**Stored data**
=-=-=-=-=
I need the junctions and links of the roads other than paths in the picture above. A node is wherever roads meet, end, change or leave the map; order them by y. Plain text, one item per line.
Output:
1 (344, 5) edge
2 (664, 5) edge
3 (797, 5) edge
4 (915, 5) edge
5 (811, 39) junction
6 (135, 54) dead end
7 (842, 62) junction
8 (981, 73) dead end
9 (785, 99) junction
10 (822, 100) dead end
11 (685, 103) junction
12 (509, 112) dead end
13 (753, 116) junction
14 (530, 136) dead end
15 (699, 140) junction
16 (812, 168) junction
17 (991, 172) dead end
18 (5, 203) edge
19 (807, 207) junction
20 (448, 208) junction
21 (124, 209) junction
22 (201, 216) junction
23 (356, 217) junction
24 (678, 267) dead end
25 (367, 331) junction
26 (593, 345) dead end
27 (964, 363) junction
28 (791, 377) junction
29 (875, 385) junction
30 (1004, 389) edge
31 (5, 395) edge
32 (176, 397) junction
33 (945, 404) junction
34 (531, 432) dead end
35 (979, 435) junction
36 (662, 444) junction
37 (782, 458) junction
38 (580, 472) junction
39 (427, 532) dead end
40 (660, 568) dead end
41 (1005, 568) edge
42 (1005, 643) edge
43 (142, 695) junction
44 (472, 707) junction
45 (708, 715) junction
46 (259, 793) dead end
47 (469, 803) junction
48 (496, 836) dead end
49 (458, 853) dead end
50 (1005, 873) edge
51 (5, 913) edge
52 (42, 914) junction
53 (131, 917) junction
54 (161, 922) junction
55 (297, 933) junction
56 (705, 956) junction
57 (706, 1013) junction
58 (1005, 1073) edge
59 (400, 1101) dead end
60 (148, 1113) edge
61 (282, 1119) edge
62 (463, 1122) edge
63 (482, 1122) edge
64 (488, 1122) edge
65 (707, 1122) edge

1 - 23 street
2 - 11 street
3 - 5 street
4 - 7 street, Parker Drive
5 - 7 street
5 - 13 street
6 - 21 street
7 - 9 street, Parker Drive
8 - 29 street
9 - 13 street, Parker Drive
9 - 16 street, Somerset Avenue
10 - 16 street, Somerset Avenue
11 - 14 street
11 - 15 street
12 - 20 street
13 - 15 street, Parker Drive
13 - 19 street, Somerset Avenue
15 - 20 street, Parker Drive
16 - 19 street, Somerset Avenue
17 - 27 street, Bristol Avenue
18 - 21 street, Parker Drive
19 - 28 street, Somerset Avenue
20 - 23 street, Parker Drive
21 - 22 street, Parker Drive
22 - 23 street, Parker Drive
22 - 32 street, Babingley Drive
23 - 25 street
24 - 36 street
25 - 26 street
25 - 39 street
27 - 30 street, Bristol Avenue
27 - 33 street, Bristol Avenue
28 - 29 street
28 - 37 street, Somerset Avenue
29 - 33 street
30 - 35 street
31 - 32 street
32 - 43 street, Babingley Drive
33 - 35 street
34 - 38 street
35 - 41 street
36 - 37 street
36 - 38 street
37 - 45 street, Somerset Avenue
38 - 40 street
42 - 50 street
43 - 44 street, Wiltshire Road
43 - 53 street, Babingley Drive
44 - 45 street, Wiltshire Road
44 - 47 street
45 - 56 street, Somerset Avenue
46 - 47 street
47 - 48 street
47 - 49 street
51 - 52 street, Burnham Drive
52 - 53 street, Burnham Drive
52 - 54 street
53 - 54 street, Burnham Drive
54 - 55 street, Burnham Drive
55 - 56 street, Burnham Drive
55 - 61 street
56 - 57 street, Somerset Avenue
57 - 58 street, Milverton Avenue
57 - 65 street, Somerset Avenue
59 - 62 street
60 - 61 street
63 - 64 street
=-=-=-=-=
**What is required**
Where a line of the data holds the word "Parker", copy that line.

**Result of the task**
4 - 7 street, Parker Drive
7 - 9 street, Parker Drive
9 - 13 street, Parker Drive
13 - 15 street, Parker Drive
15 - 20 street, Parker Drive
18 - 21 street, Parker Drive
20 - 23 street, Parker Drive
21 - 22 street, Parker Drive
22 - 23 street, Parker Drive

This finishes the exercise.